The Sports pages

Romeo and Belichick

With Boston fans celebrating a rare championship, the pundits can’t resist invoking names like Bucky Dent, Bill Buckner, or the Bambino—all demons in the Red Sox’s 83-year World Series drought. But does the Patriots’ win, no matter how thrilling, really make up for 83 years of futility?

Romeo and Belichick: How did the Pats upend the highly favored Rams? The Kansas City Star’s Jason Whitlock blames Rams coach Mike Martz: “Someone remind Mike Martz that Marshall Faulk is the best player in the NFL. Someone tell Martz that when [Kurt] Warner is nursing numerous injuries, including a sore thumb on his throwing hand, that he’s not nearly as effective. … Martz believed the hype. He bought into the garbage about the Rams being too fast for the Patriots. He thought Warner and his receivers would throw 30 points on New England with relative ease.” From the other sideline, the New York Times’ Mike Freeman praises Pats coach Bill Belichick. “Playing against Belichick, the New England coach, is like coming across the neighborhood tough guy in a dark alley. But the brawler doesn’t have only bulging muscles, he also has the I.Q. of a nuclear physicist.” The Boston Globe’s Will McDonough singles out Romeo Crennel, New England’s obscure defensive coordinator, who kept the Rams and Warner off balance all night.

Kurt Warner channels Jim Everett: Warner tossed two interceptions and couldn’t find the end zone until the fourth quarter. “Sorry, but the great offenses come through in the biggest games,” the St. Louis Post-Dispatch’s Bernie Miklasz writes. “The San Francisco 49ers of the 1980s and early 1990s and the Dallas Cowboys of the ‘90s went a combined 8-0 in the Super Bowl and the offense always delivered at trophy time. In their last five quarters of Super Bowl play, these Rams have scored 24 points. Too many duds. Not enough points.” By gagging, Warner missed a chance to join an elite club, the Dallas Morning NewsTim Cowlishaw suggests. Of the eight quarterbacks who won multiple Super Bowls, seven are enshrined in Canton or headed there on the first ballot. Warner’s constant misfires remindedLos Angeles Times columnist T.J. Simers of the “Jim Everett-Dieter Brock-T.J. Rubley football that used to be played in Anaheim.”

The New York Post’s Steve Serby wrote the most unabashedly jingoistic lead: “Inside a red, white and blue fortress called the Superdome, they let freedom ring last night, and they let freedom sing, and then they played a football game that stands today as tall as the Twin Towers once did as a defiant statue of liberty. On the night they wrapped a star-spangled banner around the neck of terror and squeezed tight, they played a football game that will be remembered as Patriots’ Day.”

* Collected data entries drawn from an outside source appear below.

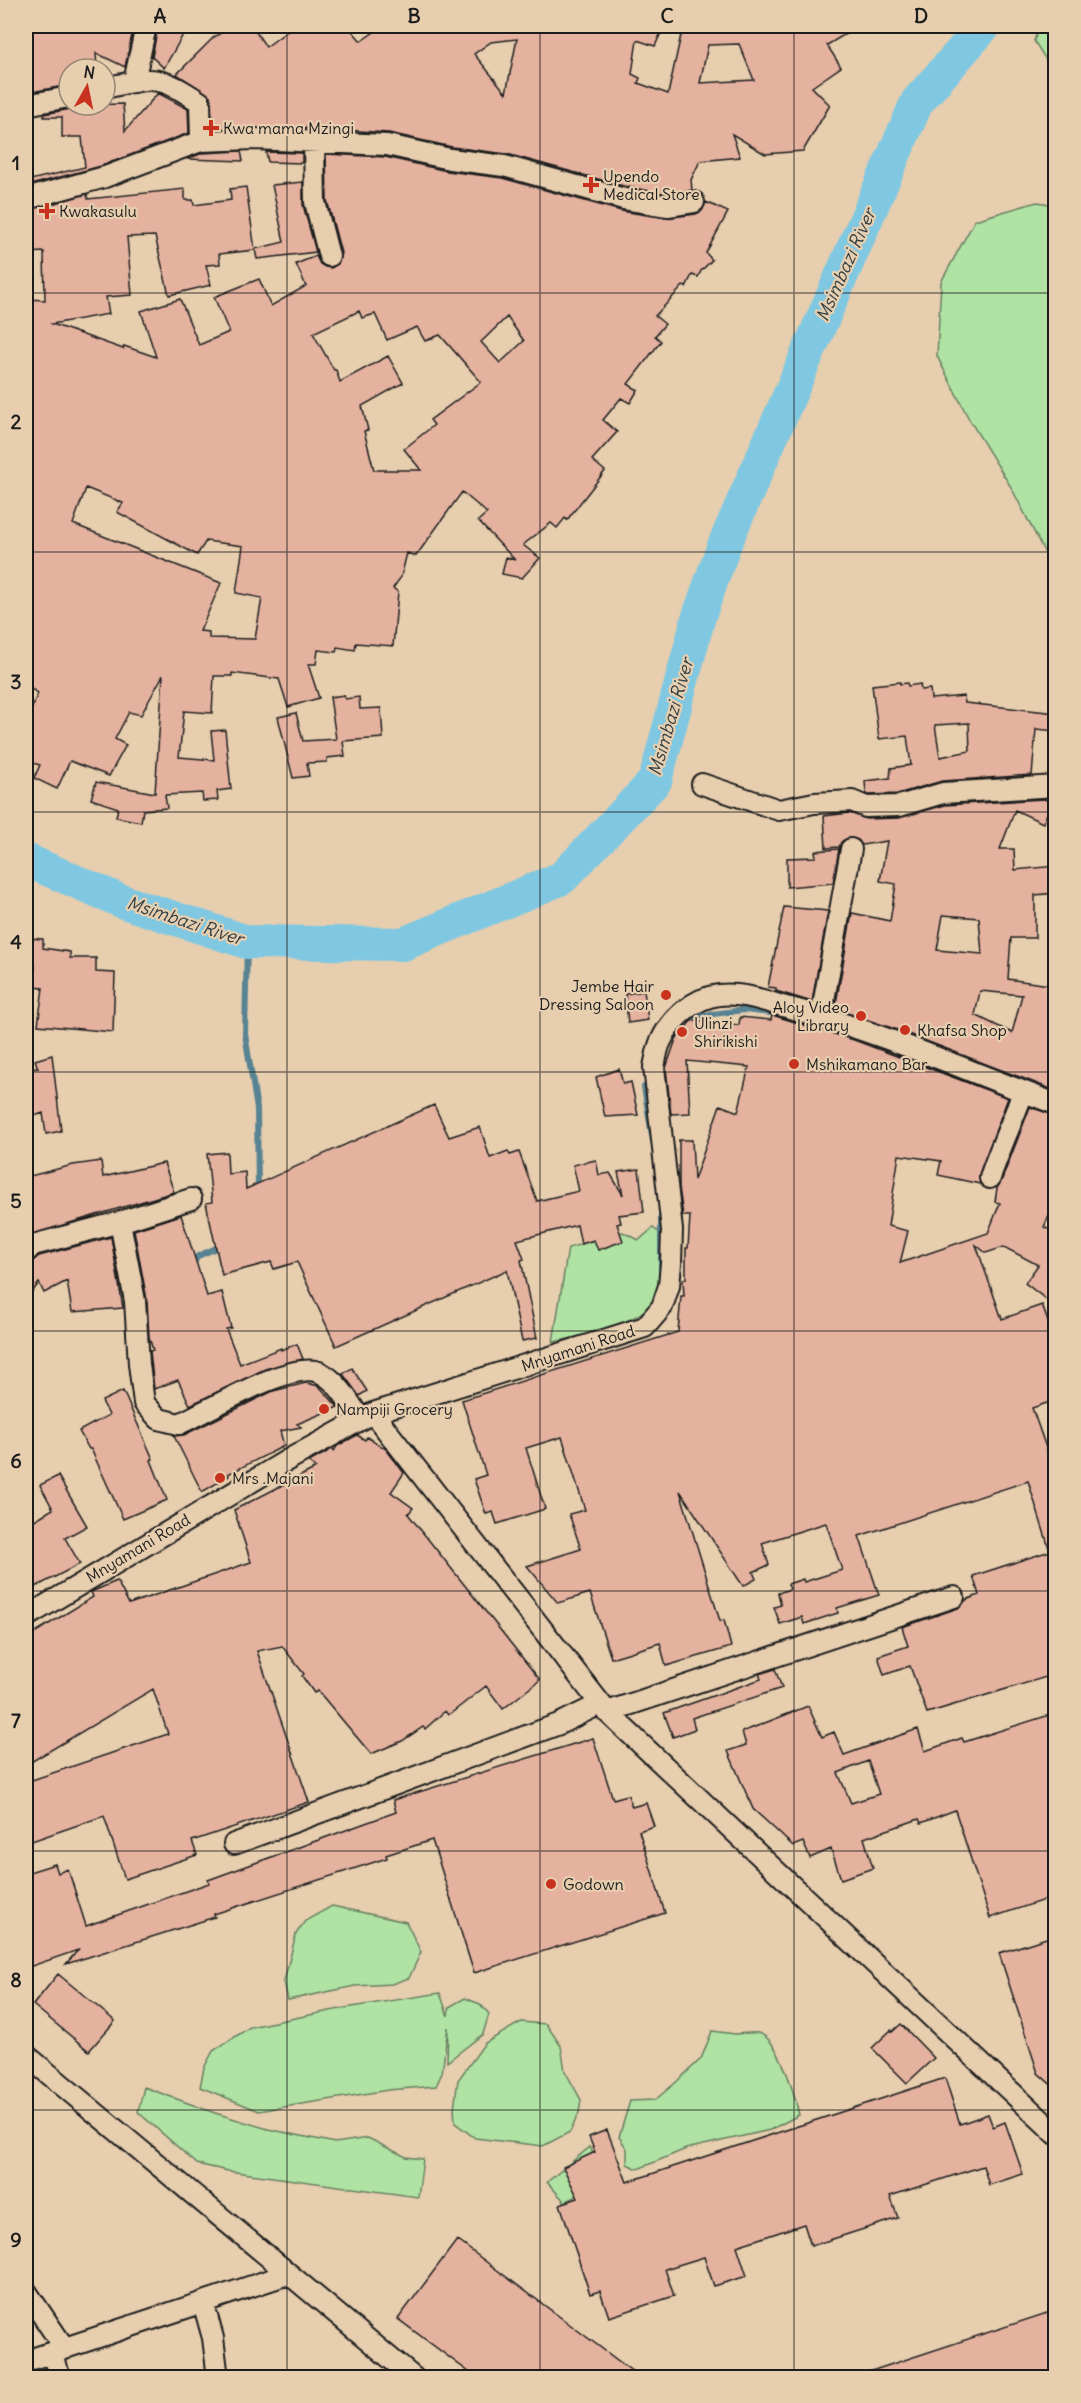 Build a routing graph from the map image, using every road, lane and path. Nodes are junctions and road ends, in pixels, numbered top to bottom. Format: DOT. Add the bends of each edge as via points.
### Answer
graph roads {
  1 [pos="146,26"];
  2 [pos="134,82"];
  3 [pos="117,86"];
  4 [pos="57,99"];
  5 [pos="26,105"];
  6 [pos="314,140"];
  7 [pos="201,141"];
  8 [pos="26,199"];
  9 [pos="694,202"];
  10 [pos="329,256"];
  11 [pos="702,784"];
  12 [pos="1056,786"];
  13 [pos="850,849"];
  14 [pos="821,1017"];
  15 [pos="1023,1092"];
  16 [pos="1056,1104"];
  17 [pos="990,1178"];
  18 [pos="191,1199"];
  19 [pos="120,1222"];
  20 [pos="26,1252"];
  21 [pos="367,1417"];
  22 [pos="954,1597"];
  23 [pos="28,1610"];
  24 [pos="604,1708"];
  25 [pos="234,1844"];
  26 [pos="26,2055"];
  27 [pos="1056,2134"];
  28 [pos="288,2274"];
  29 [pos="26,2291"];
  30 [pos="203,2302"];
  31 [pos="58,2350"];
  32 [pos="26,2361"];
  33 [pos="60,2378"];
  34 [pos="218,2378"];
  35 [pos="414,2378"];
  1 -- 2 [label="street"];
  2 -- 3 [label="street"];
  2 -- 7 [label="street" via="156,79 200,102"];
  4 -- 5 [label="street"];
  6 -- 7 [label="street"];
  6 -- 9 [label="street" via="387,145 504,166 624,199 668,206"];
  6 -- 10 [label="street" via="315,202"];
  7 -- 8 [label="street" via="105,177"];
  11 -- 12 [label="street" via="779,810 852,801 866,807 898,806 943,793"];
  13 -- 14 [label="street"];
  14 -- 15 [label="street, Mnyamani Road"];
  14 -- 21 [label="street, Mnyamani Road" via="743,994 717,995 693,1004 673,1020 660,1042 654,1067 672,1230 671,1263 662,1307 645,1327"];
  15 -- 16 [label="street, Mnyamani Road"];
  15 -- 17 [label="street"];
  18 -- 19 [label="street"];
  19 -- 20 [label="street" via="33,1245"];
  19 -- 21 [label="street" via="135,1301 144,1403 159,1419 179,1425 262,1381 308,1370 320,1372"];
  21 -- 23 [label="street, Mnyamani Road"];
  21 -- 24 [label="street"];
  22 -- 24 [label="street"];
  24 -- 25 [label="street"];
  24 -- 27 [label="street"];
  26 -- 28 [label="street"];
  28 -- 30 [label="street"];
  28 -- 35 [label="street"];
  29 -- 31 [label="street"];
  30 -- 31 [label="street"];
  30 -- 34 [label="street"];
  31 -- 32 [label="street"];
  31 -- 33 [label="street"];
} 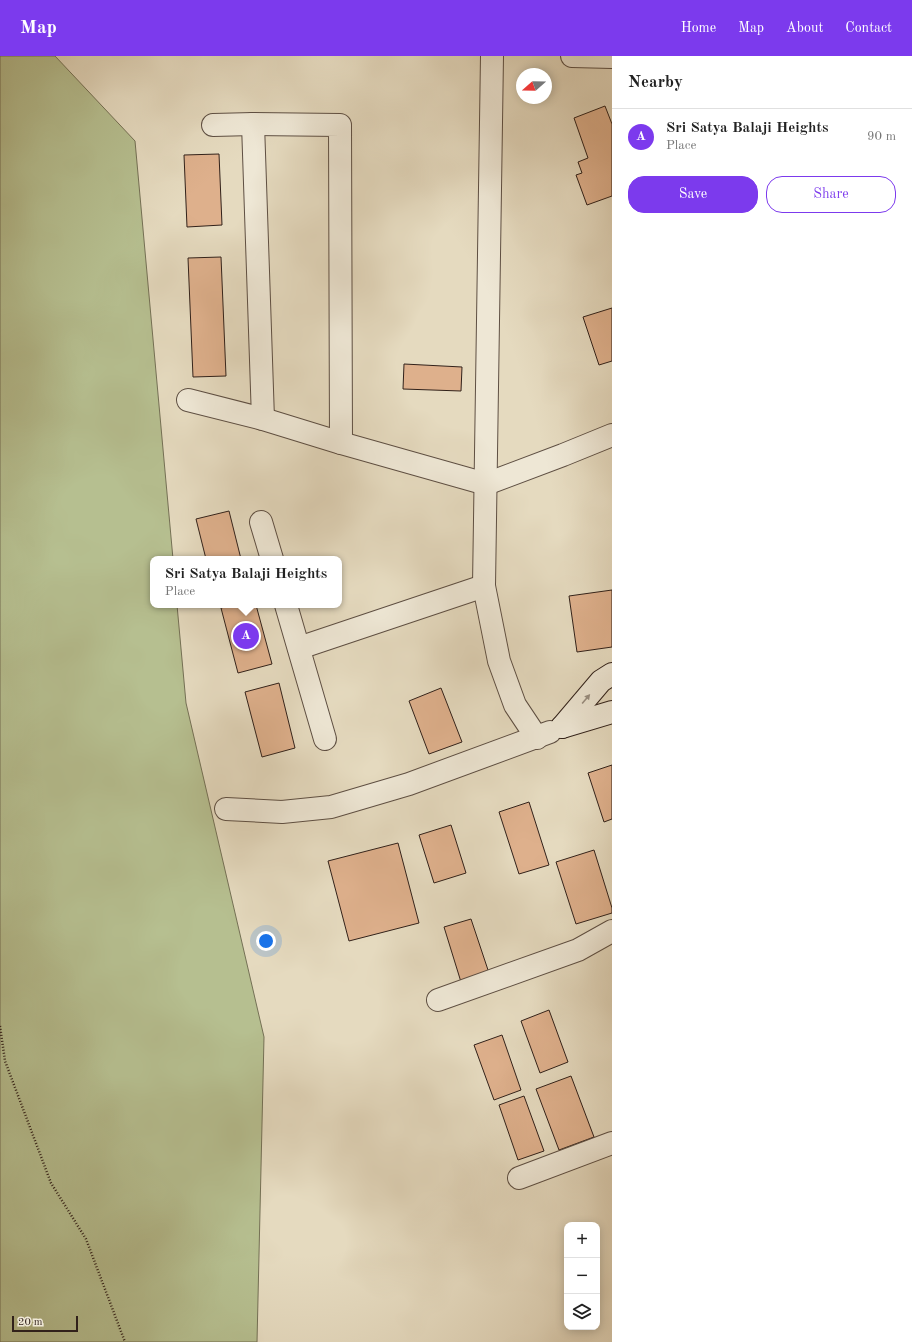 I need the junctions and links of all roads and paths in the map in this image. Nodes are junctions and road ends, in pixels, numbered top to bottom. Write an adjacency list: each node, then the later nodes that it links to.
1 (492, 56): 10 (street)
2 (572, 56): 3 (street)
3 (612, 57)
4 (253, 124): 5 (street); 7 (street); 9 (street)
5 (213, 125)
6 (188, 400): 7 (street)
7 (263, 419): 9 (street)
8 (612, 435): 10 (street)
9 (341, 443): 10 (street)
10 (486, 484): 13 (street)
11 (261, 522): 12 (street)
12 (271, 556)
13 (484, 586): 15 (street); 19 (street)
14 (287, 608): 15 (street)
15 (298, 648): 20 (street)
16 (612, 674): 18 (street, one-way to 16)
17 (612, 712): 18 (street)
18 (562, 727): 19 (street)
19 (537, 738): 21 (street)
20 (325, 739)
21 (226, 809)
22 (612, 932): 23 (street)
23 (438, 1000)
24 (0, 1026): 27 (path)
25 (612, 1143): 26 (street)
26 (519, 1178)
27 (125, 1342)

Rose with any other team: As the NBA’s Feb. 25 trade deadline approaches, the biggest talent on the block is shooting guard/provocateur Jalen Rose, the Chicago Tribune’s Sam Smith reports. The Trail Blazers have offered Scottie Pippen; the SuperSonics have dangled Vin Baker. But the Bulls might trump both by dealing Ron Artest and Brad Miller.

Smith raps Wizards coach Doug Collins for failing to develop Kwame Brown, the first overall pick in last year’s draft. Just one week earlier, the Washington Post’s Michael Wilbon wrote a similar column. But “Sports Nut” had the story in October: “What should worry the Wizards is that Collins has yet to develop a big man from scratch. … This is a non-issue if you’re building the team around a 24-year-old Michael Jordan, a potentially major one if, like the Wizards, you’re building it around Kwame Brown, an 19-year-old power forward who never played a minute of college basketball.”

Elegy for Iron Mike: Last week, the Nevada State Athletic Commission denied Mike Tyson a license to box, effectively canceling his title bout with Lennox Lewis. The Kansas City Star’s Joe Posnanski argues that Tyson’s career hardly merits a title shot. He made his name by outpointing washed-up former champs and nobodies. “Mike Tyson has never been anything but a fraud in the ring. A no-heart slugger. Everybody talks these days about whether Mike Tyson, the man, deserves another shot at the title. Somebody, somewhere, might want to mention that Mike Tyson, the boxer, definitely does not.”